漬物には、乳酸菌の働きで発酵する「発酵漬物」と、浅漬けのように発酵を伴わない「無発酵漬物」の2種類があります。
ぬか漬けや昔ながらのキムチ、すぐき漬けなどは、野菜に付着している乳酸菌が増えながら発酵するタイプです。一方、浅漬けや酢漬けなどは、短時間調味液に漬けるだけで、発酵はほとんど進んでいません。
腸内環境を整える目的で取り入れるなら、発酵タイプの漬物を選ぶと良いでしょう。
漬物に期待される健康効果とは?
発酵タイプの漬物には乳酸菌が含まれています。
乳酸菌は、腸内の善玉菌を増やし、腸内フローラのバランスを整える方向に働くと考えられています。ぬか漬けなどの発酵漬物には、1gあたり数百万〜数億個規模の乳酸菌が含まれています。
その乳酸菌を日常的に取り入れることで、腸内環境が整い、便通の改善やお腹の張りの軽減が期待できます。
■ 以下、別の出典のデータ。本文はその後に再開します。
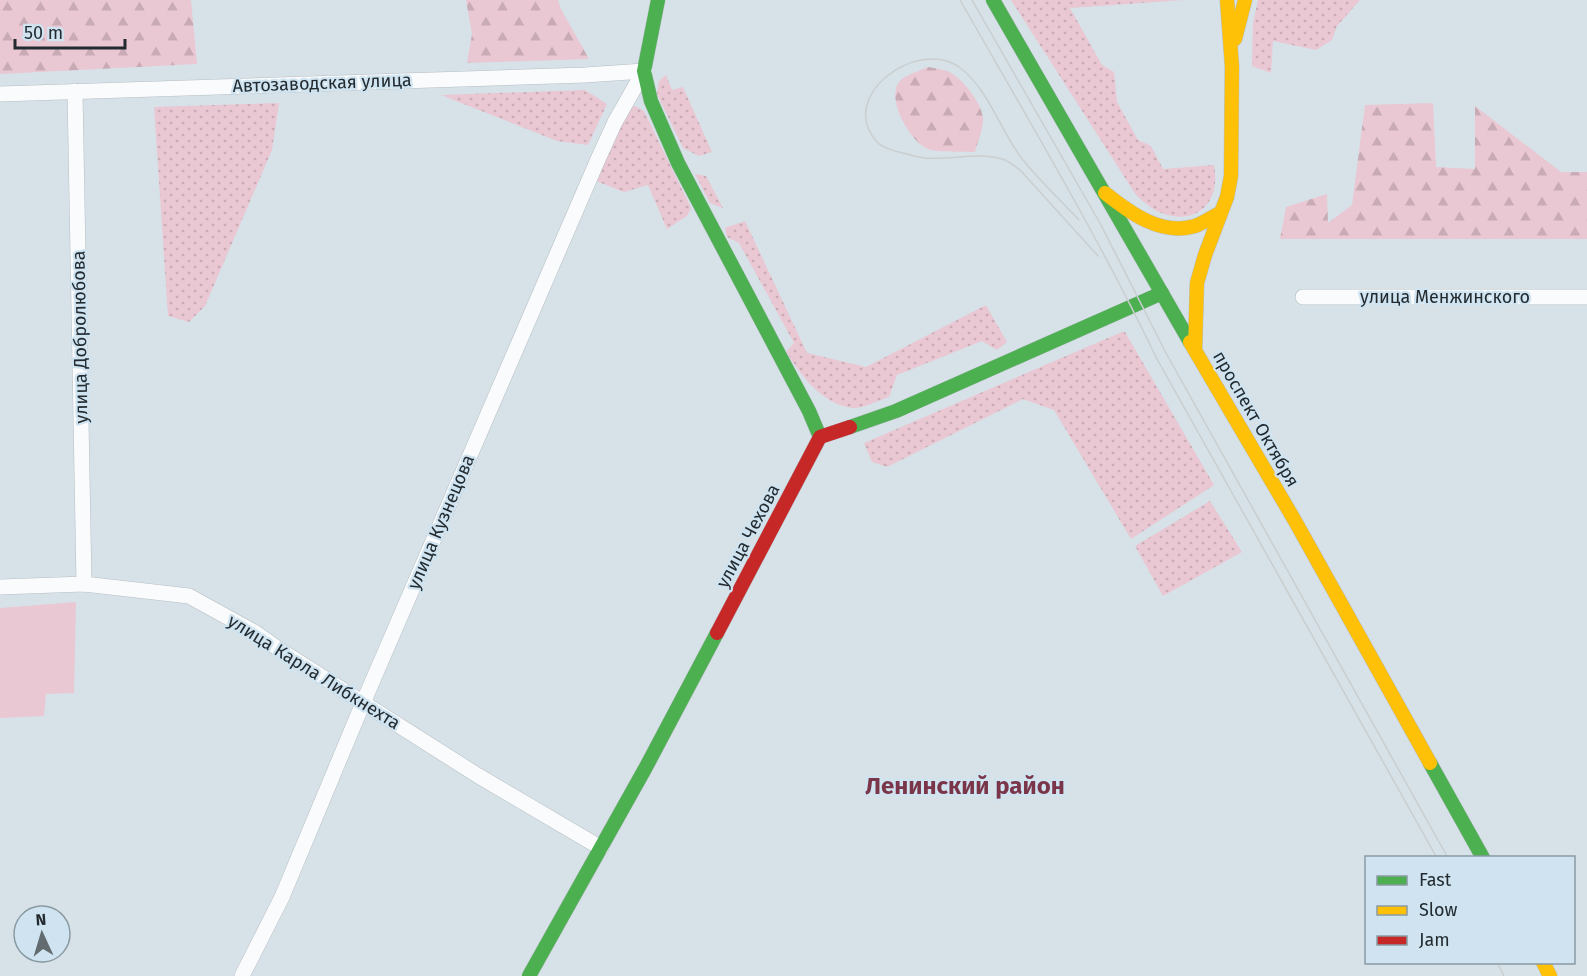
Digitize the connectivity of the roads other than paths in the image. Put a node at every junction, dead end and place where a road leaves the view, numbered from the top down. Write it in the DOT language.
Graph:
graph roads {
  1 [pos="658,0"];
  2 [pos="993,0"];
  3 [pos="1227,0"];
  4 [pos="1245,0"];
  5 [pos="1232,67"];
  6 [pos="644,71"];
  7 [pos="75,91"];
  8 [pos="0,94"];
  9 [pos="1101,190"];
  10 [pos="1220,213"];
  11 [pos="1162,293"];
  12 [pos="1303,297"];
  13 [pos="1587,297"];
  14 [pos="1195,350"];
  15 [pos="820,437"];
  16 [pos="84,584"];
  17 [pos="0,587"];
  18 [pos="363,703"];
  19 [pos="601,848"];
  20 [pos="1482,856"];
  21 [pos="242,976"];
  22 [pos="529,976"];
  1 -- 6 [label="main road"];
  2 -- 9 [label="main road, проспект Октября"];
  3 -- 5 [label="main road"];
  4 -- 5 [label="main road"];
  5 -- 10 [label="main road"];
  6 -- 7 [label="street, Автозаводская улица"];
  6 -- 15 [label="main road"];
  6 -- 18 [label="street, улица Кузнецова"];
  7 -- 8 [label="street, Автозаводская улица"];
  7 -- 16 [label="street, улица Добролюбова"];
  9 -- 10 [label="main road"];
  9 -- 11 [label="main road, проспект Октября"];
  10 -- 14 [label="main road"];
  11 -- 14 [label="main road, проспект Октября"];
  11 -- 15 [label="main road"];
  12 -- 13 [label="street, улица Менжинского"];
  14 -- 20 [label="main road, проспект Октября"];
  15 -- 19 [label="main road, улица Чехова"];
  16 -- 17 [label="street, улица Карла Либкнехта"];
  16 -- 18 [label="street, улица Карла Либкнехта"];
  18 -- 19 [label="street, улица Карла Либкнехта"];
  18 -- 21 [label="street, улица Кузнецова"];
  19 -- 22 [label="main road, улица Чехова"];
}
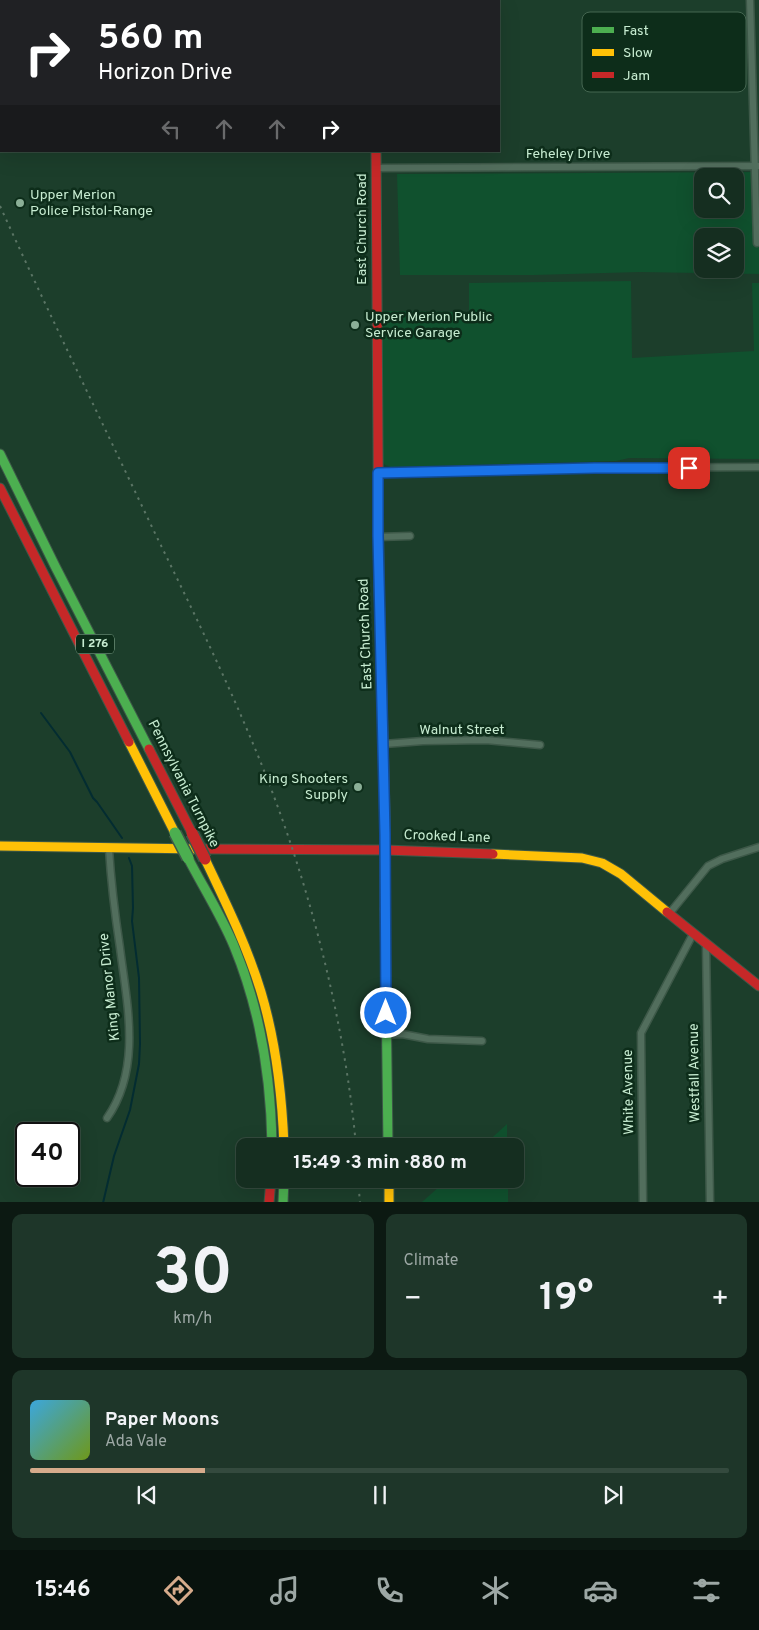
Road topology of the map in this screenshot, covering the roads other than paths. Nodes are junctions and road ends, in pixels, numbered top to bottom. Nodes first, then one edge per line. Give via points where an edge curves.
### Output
1 (750, 0) edge
2 (376, 152) edge
3 (757, 166) edge
4 (377, 168) junction
5 (757, 244) dead end
6 (0, 454) edge
7 (759, 467) edge
8 (378, 473) junction
9 (0, 488) edge
10 (378, 536) junction
11 (410, 536) dead end
12 (384, 744) junction
13 (540, 745) dead end
14 (0, 846) edge
15 (759, 846) edge
16 (110, 849) junction
17 (385, 850) junction
18 (669, 914) junction
19 (693, 934) junction
20 (706, 944) junction
21 (759, 986) edge
22 (386, 1034) junction
23 (482, 1042) dead end
24 (107, 1118) dead end
25 (272, 1138) edge
26 (283, 1138) edge
27 (388, 1138) edge
28 (270, 1188) edge
29 (284, 1188) edge
30 (389, 1188) edge
31 (269, 1202) edge
32 (283, 1202) edge
33 (390, 1202) edge
34 (644, 1202) edge
35 (710, 1202) edge

1 - 3 street
2 - 4 main road, East Church Road
3 - 4 street, Feheley Drive
3 - 5 street
4 - 8 main road, East Church Road
6 - 26 main road, Pennsylvania Turnpike / I 276, bridge via 239,932 262,997 279,1080
7 - 8 street
8 - 10 main road, East Church Road
9 - 25 main road, I 276, bridge via 233,944 264,1040
10 - 11 street
10 - 12 main road, East Church Road
12 - 13 street, Walnut Street via 486,740
12 - 17 main road, East Church Road
14 - 16 main road, Crooked Lane
15 - 18 street via 708,866
16 - 17 main road, Crooked Lane
16 - 24 street, King Manor Drive via 112,893 130,1037 122,1093
17 - 18 main road, Crooked Lane via 592,859 617,872
17 - 22 main road, East Church Road
18 - 19 main road, Crooked Lane
19 - 20 main road, Crooked Lane
19 - 34 street, White Avenue via 641,1033
20 - 21 main road, Crooked Lane
20 - 35 street, Westfall Avenue
22 - 23 street
22 - 27 main road, East Church Road
28 - 31 main road
29 - 32 main road
30 - 33 main road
また、腸は免疫細胞が多く集まる場所でもあり、腸内環境を整えることが免疫機能のサポートにつながるというか報告もあります。
乳酸菌を取り入れる漬物の取り入れ方
せっかく発酵漬物を選ぶなら、乳酸菌をできるだけ活かしたいものです。
どのような漬物を選び、どのように漬物を食べると良いか、3つポイントにまとめました。
1. 発酵タイプを選ぶ
表示を確認し、ぬか漬けや発酵キムチなど、発酵によって作られたものを選びましょう。パッケージに「生きた乳酸菌」「無加熱製法」「発酵」などの表示がある場合も。
2. 加熱しない
乳酸菌は熱に弱いため、炒め物や煮物にすると菌数が減ってしまいます。小皿に取り分け、そのまま食べるのがおすすめです。
3. 少量を毎日続ける
漬物は塩分が多い食品でもあります。一度にたくさん食べるのではなく、小皿一杯(30〜50g程度)を目安に、習慣として続けることが大切です。
腸活は量よりも継続です。無理なく続けられる範囲で取り入れることがポイントです。
市販漬物の賢い選び方
スーパーで漬物を選ぶときは、「生きた乳酸菌」「無加熱製法」「発酵」などの表示があるかもチェックポイント。逆に、浅漬けや酢漬けは風味は楽しめますが、乳酸菌目的には向かない場合もあります。
また、無添加や昔ながらの製法をうたう商品、賞味期限が比較的新しいものを選ぶのもひとつの目安です。
便通やお腹の張りが気になるなら、まずは発酵漬物を小皿一杯から、無理のない範囲で毎日の食卓に取り入れてみてはいかがでしょうか。
また、栄養成分表示を確認しましょう。塩分が気なる方は、1食あたりの食塩相当量ができるだけ少ない減塩タイプがおすすめです。